The task
Starting at the top of the entries below, print each line exactly until the line with "index pip: (115, 62)" has been printed too.

⁂

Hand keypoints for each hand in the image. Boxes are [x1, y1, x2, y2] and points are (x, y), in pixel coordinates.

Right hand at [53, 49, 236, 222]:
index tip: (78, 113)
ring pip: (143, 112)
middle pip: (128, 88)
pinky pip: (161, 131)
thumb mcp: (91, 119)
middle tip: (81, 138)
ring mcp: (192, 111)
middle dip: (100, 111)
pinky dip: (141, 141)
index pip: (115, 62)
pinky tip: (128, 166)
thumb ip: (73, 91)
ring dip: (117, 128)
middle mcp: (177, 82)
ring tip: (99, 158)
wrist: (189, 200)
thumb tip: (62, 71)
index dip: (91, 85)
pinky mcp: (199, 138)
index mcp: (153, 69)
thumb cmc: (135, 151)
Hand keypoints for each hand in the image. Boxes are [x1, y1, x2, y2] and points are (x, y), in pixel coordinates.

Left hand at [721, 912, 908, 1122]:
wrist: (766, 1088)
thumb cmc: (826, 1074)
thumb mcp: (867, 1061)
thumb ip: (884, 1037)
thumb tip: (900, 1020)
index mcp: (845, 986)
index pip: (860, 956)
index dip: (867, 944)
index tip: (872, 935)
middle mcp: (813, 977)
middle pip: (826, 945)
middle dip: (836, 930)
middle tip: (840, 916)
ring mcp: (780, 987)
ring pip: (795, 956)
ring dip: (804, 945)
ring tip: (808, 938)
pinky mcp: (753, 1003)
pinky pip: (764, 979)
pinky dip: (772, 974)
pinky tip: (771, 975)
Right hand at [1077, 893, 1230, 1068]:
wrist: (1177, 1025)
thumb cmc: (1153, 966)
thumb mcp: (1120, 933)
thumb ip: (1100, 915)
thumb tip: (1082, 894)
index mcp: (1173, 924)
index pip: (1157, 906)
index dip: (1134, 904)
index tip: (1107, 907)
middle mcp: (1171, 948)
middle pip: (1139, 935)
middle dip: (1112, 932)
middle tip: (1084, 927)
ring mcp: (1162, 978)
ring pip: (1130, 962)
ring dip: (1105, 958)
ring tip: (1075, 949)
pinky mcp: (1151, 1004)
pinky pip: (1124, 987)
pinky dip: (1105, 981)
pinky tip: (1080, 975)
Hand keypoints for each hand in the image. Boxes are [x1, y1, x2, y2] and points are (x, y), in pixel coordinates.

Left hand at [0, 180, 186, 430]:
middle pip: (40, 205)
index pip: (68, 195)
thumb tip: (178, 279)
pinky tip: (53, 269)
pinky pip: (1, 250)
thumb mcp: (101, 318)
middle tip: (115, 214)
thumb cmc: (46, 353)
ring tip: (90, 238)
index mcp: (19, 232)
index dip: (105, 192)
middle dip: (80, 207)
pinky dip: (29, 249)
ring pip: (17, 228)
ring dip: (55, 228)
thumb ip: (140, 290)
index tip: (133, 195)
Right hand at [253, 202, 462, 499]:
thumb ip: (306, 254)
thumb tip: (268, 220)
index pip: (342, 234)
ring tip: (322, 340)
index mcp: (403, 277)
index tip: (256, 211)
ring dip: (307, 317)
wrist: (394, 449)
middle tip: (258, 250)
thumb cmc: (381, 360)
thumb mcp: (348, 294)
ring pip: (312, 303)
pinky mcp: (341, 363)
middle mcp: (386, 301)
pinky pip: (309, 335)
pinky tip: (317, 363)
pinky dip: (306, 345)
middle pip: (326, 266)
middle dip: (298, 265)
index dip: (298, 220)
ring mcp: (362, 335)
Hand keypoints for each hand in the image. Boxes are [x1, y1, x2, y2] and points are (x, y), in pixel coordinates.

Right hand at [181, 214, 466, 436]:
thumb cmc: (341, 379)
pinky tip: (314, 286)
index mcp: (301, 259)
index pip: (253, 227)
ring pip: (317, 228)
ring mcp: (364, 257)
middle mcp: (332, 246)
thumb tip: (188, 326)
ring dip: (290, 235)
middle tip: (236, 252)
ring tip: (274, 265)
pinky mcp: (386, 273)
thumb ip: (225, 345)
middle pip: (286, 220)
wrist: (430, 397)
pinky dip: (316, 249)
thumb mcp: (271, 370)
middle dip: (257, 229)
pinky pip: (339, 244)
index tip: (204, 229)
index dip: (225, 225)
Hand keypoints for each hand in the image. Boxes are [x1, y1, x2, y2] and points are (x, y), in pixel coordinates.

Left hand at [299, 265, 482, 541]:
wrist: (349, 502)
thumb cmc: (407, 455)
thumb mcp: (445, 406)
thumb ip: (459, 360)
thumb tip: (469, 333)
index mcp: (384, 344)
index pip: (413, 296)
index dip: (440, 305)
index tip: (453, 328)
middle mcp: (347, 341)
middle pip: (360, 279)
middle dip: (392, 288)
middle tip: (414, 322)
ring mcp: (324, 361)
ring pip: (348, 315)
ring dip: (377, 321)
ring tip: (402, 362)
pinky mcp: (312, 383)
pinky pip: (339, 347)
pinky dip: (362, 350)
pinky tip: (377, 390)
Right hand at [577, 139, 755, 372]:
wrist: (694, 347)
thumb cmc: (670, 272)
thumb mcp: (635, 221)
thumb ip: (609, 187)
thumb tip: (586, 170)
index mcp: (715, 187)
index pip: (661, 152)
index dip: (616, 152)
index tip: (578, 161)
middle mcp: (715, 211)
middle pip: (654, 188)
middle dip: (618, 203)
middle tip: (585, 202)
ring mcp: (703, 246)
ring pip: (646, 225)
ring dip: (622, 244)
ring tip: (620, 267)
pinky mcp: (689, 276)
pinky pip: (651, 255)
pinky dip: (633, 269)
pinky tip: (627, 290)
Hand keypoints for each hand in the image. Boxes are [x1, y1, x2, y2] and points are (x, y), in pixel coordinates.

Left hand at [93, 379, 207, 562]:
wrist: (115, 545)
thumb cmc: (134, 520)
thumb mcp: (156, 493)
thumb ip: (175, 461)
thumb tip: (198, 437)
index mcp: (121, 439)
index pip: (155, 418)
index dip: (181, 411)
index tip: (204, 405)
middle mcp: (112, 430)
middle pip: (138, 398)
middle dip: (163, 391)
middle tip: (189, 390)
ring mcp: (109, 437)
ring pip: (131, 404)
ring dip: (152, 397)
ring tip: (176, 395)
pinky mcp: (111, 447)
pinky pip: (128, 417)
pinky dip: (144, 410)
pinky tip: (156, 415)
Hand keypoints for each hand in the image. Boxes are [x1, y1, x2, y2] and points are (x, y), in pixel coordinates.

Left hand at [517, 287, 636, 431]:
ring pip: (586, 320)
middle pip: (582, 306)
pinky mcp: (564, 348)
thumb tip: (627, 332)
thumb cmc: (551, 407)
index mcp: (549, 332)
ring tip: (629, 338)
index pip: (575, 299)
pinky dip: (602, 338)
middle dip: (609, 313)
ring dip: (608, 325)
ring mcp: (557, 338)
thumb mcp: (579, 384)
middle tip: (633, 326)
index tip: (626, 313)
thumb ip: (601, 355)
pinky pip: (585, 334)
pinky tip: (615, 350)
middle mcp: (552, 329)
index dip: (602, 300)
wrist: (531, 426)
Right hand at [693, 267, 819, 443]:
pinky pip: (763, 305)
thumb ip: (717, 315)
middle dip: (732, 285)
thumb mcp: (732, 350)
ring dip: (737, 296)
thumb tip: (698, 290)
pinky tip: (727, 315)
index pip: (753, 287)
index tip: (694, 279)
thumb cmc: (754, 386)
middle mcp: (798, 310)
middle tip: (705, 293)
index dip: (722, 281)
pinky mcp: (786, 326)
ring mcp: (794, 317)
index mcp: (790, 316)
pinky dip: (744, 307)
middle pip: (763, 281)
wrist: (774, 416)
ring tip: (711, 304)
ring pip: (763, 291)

⁂

Result of the exercise
Hand keypoints for each hand in the image. Boxes are [x1, y1, x2, y2] and points are (x, y), in pixel coordinates.

Right hand at [53, 49, 236, 222]:
index tip: (78, 113)
ring pip: (143, 112)
middle pip: (128, 88)
pinky pip: (161, 131)
thumb mcp: (91, 119)
middle tip: (81, 138)
ring mcp: (192, 111)
middle dip: (100, 111)
pinky dip: (141, 141)
index pip: (115, 62)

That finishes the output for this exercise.